Problem to work on:
All of the entries are to be written out again verbatim.

(Record set begins)

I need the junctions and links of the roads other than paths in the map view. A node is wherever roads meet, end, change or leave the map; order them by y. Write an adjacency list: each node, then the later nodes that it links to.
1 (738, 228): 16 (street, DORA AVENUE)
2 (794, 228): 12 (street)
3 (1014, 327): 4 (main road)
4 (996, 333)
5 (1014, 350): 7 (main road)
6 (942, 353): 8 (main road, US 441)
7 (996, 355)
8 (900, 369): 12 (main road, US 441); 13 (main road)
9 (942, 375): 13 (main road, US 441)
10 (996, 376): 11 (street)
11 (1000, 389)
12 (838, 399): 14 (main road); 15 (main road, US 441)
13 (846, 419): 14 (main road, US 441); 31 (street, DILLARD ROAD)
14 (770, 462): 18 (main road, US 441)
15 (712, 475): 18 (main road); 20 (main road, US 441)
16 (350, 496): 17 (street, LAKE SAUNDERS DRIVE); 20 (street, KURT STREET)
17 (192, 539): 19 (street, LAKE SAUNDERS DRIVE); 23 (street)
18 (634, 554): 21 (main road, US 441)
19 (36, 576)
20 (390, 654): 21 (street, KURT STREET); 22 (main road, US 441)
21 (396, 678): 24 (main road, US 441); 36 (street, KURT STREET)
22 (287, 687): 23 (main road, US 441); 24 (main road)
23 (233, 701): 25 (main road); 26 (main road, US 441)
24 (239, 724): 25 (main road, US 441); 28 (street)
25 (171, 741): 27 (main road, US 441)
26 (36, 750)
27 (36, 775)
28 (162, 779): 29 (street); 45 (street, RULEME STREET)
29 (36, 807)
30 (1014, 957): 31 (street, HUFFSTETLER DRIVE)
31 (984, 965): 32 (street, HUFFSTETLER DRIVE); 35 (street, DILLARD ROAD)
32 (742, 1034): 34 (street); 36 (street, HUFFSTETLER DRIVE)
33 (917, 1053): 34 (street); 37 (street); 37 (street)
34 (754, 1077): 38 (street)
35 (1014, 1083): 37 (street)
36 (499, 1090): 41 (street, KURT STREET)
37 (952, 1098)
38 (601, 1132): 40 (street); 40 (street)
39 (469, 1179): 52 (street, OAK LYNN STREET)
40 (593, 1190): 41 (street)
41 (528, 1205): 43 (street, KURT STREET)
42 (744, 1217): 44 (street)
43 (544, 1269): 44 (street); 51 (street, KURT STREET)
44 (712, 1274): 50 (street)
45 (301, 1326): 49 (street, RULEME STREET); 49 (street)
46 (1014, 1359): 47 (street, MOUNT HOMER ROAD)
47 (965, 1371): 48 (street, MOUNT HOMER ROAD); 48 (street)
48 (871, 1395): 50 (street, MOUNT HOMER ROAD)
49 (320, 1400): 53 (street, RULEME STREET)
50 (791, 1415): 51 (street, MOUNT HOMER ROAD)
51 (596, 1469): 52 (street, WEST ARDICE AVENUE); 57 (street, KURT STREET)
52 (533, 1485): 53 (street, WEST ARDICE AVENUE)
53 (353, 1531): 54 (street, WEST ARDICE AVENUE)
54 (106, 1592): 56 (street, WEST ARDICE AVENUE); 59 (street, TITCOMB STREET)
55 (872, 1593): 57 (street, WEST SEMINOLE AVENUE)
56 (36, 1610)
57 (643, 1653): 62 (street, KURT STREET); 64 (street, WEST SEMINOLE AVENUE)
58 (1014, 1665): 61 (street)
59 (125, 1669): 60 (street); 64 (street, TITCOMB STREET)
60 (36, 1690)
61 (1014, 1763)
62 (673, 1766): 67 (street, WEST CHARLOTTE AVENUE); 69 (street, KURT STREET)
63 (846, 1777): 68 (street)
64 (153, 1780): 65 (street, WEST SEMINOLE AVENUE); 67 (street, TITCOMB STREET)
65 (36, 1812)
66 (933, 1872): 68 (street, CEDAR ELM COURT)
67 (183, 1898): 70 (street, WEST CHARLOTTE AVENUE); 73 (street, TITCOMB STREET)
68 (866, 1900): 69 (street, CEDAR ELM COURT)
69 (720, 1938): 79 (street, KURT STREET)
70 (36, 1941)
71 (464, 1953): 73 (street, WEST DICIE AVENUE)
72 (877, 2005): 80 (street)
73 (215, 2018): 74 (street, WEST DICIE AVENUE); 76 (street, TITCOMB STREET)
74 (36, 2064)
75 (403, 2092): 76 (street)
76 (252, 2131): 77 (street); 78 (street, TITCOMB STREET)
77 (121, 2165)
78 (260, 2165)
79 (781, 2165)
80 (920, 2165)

(Record set ends)

Solution:
I need the junctions and links of the roads other than paths in the map view. A node is wherever roads meet, end, change or leave the map; order them by y. Write an adjacency list: each node, then the later nodes that it links to.
1 (738, 228): 16 (street, DORA AVENUE)
2 (794, 228): 12 (street)
3 (1014, 327): 4 (main road)
4 (996, 333)
5 (1014, 350): 7 (main road)
6 (942, 353): 8 (main road, US 441)
7 (996, 355)
8 (900, 369): 12 (main road, US 441); 13 (main road)
9 (942, 375): 13 (main road, US 441)
10 (996, 376): 11 (street)
11 (1000, 389)
12 (838, 399): 14 (main road); 15 (main road, US 441)
13 (846, 419): 14 (main road, US 441); 31 (street, DILLARD ROAD)
14 (770, 462): 18 (main road, US 441)
15 (712, 475): 18 (main road); 20 (main road, US 441)
16 (350, 496): 17 (street, LAKE SAUNDERS DRIVE); 20 (street, KURT STREET)
17 (192, 539): 19 (street, LAKE SAUNDERS DRIVE); 23 (street)
18 (634, 554): 21 (main road, US 441)
19 (36, 576)
20 (390, 654): 21 (street, KURT STREET); 22 (main road, US 441)
21 (396, 678): 24 (main road, US 441); 36 (street, KURT STREET)
22 (287, 687): 23 (main road, US 441); 24 (main road)
23 (233, 701): 25 (main road); 26 (main road, US 441)
24 (239, 724): 25 (main road, US 441); 28 (street)
25 (171, 741): 27 (main road, US 441)
26 (36, 750)
27 (36, 775)
28 (162, 779): 29 (street); 45 (street, RULEME STREET)
29 (36, 807)
30 (1014, 957): 31 (street, HUFFSTETLER DRIVE)
31 (984, 965): 32 (street, HUFFSTETLER DRIVE); 35 (street, DILLARD ROAD)
32 (742, 1034): 34 (street); 36 (street, HUFFSTETLER DRIVE)
33 (917, 1053): 34 (street); 37 (street); 37 (street)
34 (754, 1077): 38 (street)
35 (1014, 1083): 37 (street)
36 (499, 1090): 41 (street, KURT STREET)
37 (952, 1098)
38 (601, 1132): 40 (street); 40 (street)
39 (469, 1179): 52 (street, OAK LYNN STREET)
40 (593, 1190): 41 (street)
41 (528, 1205): 43 (street, KURT STREET)
42 (744, 1217): 44 (street)
43 (544, 1269): 44 (street); 51 (street, KURT STREET)
44 (712, 1274): 50 (street)
45 (301, 1326): 49 (street, RULEME STREET); 49 (street)
46 (1014, 1359): 47 (street, MOUNT HOMER ROAD)
47 (965, 1371): 48 (street, MOUNT HOMER ROAD); 48 (street)
48 (871, 1395): 50 (street, MOUNT HOMER ROAD)
49 (320, 1400): 53 (street, RULEME STREET)
50 (791, 1415): 51 (street, MOUNT HOMER ROAD)
51 (596, 1469): 52 (street, WEST ARDICE AVENUE); 57 (street, KURT STREET)
52 (533, 1485): 53 (street, WEST ARDICE AVENUE)
53 (353, 1531): 54 (street, WEST ARDICE AVENUE)
54 (106, 1592): 56 (street, WEST ARDICE AVENUE); 59 (street, TITCOMB STREET)
55 (872, 1593): 57 (street, WEST SEMINOLE AVENUE)
56 (36, 1610)
57 (643, 1653): 62 (street, KURT STREET); 64 (street, WEST SEMINOLE AVENUE)
58 (1014, 1665): 61 (street)
59 (125, 1669): 60 (street); 64 (street, TITCOMB STREET)
60 (36, 1690)
61 (1014, 1763)
62 (673, 1766): 67 (street, WEST CHARLOTTE AVENUE); 69 (street, KURT STREET)
63 (846, 1777): 68 (street)
64 (153, 1780): 65 (street, WEST SEMINOLE AVENUE); 67 (street, TITCOMB STREET)
65 (36, 1812)
66 (933, 1872): 68 (street, CEDAR ELM COURT)
67 (183, 1898): 70 (street, WEST CHARLOTTE AVENUE); 73 (street, TITCOMB STREET)
68 (866, 1900): 69 (street, CEDAR ELM COURT)
69 (720, 1938): 79 (street, KURT STREET)
70 (36, 1941)
71 (464, 1953): 73 (street, WEST DICIE AVENUE)
72 (877, 2005): 80 (street)
73 (215, 2018): 74 (street, WEST DICIE AVENUE); 76 (street, TITCOMB STREET)
74 (36, 2064)
75 (403, 2092): 76 (street)
76 (252, 2131): 77 (street); 78 (street, TITCOMB STREET)
77 (121, 2165)
78 (260, 2165)
79 (781, 2165)
80 (920, 2165)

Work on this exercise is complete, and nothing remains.